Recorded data
____________

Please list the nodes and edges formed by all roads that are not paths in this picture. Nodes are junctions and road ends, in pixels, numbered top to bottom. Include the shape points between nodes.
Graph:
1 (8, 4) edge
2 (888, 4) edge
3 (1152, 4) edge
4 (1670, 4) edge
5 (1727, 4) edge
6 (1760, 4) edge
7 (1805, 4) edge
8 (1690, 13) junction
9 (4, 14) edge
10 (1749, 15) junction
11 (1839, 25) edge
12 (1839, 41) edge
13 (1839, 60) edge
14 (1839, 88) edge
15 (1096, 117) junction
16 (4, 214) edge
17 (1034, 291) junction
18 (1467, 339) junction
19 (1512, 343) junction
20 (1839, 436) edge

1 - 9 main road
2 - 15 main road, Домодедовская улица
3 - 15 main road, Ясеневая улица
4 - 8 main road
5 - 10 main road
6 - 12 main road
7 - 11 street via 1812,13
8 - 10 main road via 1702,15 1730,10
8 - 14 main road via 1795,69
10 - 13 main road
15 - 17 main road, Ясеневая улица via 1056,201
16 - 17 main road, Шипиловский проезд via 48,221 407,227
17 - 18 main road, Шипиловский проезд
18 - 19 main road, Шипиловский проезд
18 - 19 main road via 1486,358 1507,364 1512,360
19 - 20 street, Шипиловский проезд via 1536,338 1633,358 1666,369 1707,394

____________

# WORK TASK
The records above must be retyped in full. Keep each one exactly as it is.

# WORKED SOLUTION
Please list the nodes and edges formed by all roads that are not paths in this picture. Nodes are junctions and road ends, in pixels, numbered top to bottom. Include the shape points between nodes.
Graph:
1 (8, 4) edge
2 (888, 4) edge
3 (1152, 4) edge
4 (1670, 4) edge
5 (1727, 4) edge
6 (1760, 4) edge
7 (1805, 4) edge
8 (1690, 13) junction
9 (4, 14) edge
10 (1749, 15) junction
11 (1839, 25) edge
12 (1839, 41) edge
13 (1839, 60) edge
14 (1839, 88) edge
15 (1096, 117) junction
16 (4, 214) edge
17 (1034, 291) junction
18 (1467, 339) junction
19 (1512, 343) junction
20 (1839, 436) edge

1 - 9 main road
2 - 15 main road, Домодедовская улица
3 - 15 main road, Ясеневая улица
4 - 8 main road
5 - 10 main road
6 - 12 main road
7 - 11 street via 1812,13
8 - 10 main road via 1702,15 1730,10
8 - 14 main road via 1795,69
10 - 13 main road
15 - 17 main road, Ясеневая улица via 1056,201
16 - 17 main road, Шипиловский проезд via 48,221 407,227
17 - 18 main road, Шипиловский проезд
18 - 19 main road, Шипиловский проезд
18 - 19 main road via 1486,358 1507,364 1512,360
19 - 20 street, Шипиловский проезд via 1536,338 1633,358 1666,369 1707,394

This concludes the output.